Le train passait sur un viaduc, coupant une vallée escarpée au fond de laquelle serpentait un petit cours d’eau.

— Voilà, dit le docteur, la rivière qui coule devant ma maison ; il est vraiment pittoresque, ce petit vallon humide avec ces chaumières basses qui dorment près de l’eau courante.

— Pauvre pays triste ! reprit M. Tacaud ; il y a des hommes qui passent toute leur vie dans ces tanières sombres ! Qu’attendent-ils ? Que désirent-ils ? Quelles sont leurs joies ? Ils ont des enfants qui continueront leur existence misérable et qui auront eux aussi des enfants à leur tour, comme les lapins se reproduisent dans leurs terriers. Et cela dure depuis des siècles et il ne semble pas que cela doive finir !

— Les lapins, dit le médecin, sont plus heureux ; ils trouvent facilement à manger et ils n’ont pas à se préoccuper, quand vient la Saint-Michel, de payer une redevance au propriétaire de leur trou. Ils ont peur sans cesse, c’est vrai ; ils ont peur du fusil, ils ont peur du collet, mais ils semblent oublier leurs terreurs quand ils broutent le thym sur la lande sauvage. Les paysans, eux, n’ont pas peur d’être tués par des chasseurs : c’est d’ailleurs le seul avantage qu’ils tirent de leur condition d’homme ; mais ils ont peur de la mauvaise récolte, dont ils ne sont pas responsables, ils ont peur des accidents qui font mourir leurs bestiaux, car s’ils ne paient pas leur terme, ce sera l’huissier, et la vente qui fait honte, et une misère encore plus noire…

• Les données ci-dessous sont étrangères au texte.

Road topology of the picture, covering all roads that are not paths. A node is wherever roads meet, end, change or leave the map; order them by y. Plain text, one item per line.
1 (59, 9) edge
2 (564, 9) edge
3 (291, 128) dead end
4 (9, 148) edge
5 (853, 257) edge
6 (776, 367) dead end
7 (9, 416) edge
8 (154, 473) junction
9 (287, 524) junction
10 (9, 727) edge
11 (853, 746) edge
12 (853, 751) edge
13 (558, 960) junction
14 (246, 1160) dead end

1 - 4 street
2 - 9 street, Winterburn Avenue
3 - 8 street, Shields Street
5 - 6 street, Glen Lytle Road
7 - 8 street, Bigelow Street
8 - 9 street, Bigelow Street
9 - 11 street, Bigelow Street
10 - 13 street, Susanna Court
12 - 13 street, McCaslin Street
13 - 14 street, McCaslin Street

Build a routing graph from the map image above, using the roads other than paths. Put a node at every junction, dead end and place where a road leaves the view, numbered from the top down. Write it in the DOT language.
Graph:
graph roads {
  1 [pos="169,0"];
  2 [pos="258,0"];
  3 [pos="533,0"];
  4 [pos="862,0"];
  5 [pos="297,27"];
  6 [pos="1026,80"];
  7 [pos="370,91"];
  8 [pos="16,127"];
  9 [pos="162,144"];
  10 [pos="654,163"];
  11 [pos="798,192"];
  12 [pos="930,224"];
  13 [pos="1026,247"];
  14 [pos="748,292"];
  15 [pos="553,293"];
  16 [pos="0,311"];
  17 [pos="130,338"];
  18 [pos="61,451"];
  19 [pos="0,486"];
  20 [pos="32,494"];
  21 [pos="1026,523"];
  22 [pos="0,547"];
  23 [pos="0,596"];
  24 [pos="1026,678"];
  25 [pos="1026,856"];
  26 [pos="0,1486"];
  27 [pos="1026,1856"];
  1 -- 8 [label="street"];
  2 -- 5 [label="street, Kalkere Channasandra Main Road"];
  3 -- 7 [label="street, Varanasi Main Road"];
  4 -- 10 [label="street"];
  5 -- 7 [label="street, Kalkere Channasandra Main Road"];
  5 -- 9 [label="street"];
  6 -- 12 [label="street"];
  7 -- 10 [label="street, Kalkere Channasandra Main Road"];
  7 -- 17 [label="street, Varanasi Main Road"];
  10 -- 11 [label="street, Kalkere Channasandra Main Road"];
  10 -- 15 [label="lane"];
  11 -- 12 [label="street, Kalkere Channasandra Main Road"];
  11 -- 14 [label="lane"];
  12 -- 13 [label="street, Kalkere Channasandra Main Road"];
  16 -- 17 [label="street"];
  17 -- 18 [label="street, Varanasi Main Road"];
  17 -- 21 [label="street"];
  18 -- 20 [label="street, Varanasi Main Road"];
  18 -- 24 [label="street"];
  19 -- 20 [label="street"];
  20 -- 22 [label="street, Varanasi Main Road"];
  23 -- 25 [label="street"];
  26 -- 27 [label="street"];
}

» Ils ne mangent pas toujours à leur faim et quelle nourriture grossière ! des pommes de terre et de la bouillie ; rarement du pain et un morceau de lard ; jamais de viande. Croyez-vous que nous soyons fondés à leur reprocher de se procurer parfois une joie factice ou au moins un oubli relatif de leur misérable condition en s’empoisonnant avec de l’alcool frelaté ?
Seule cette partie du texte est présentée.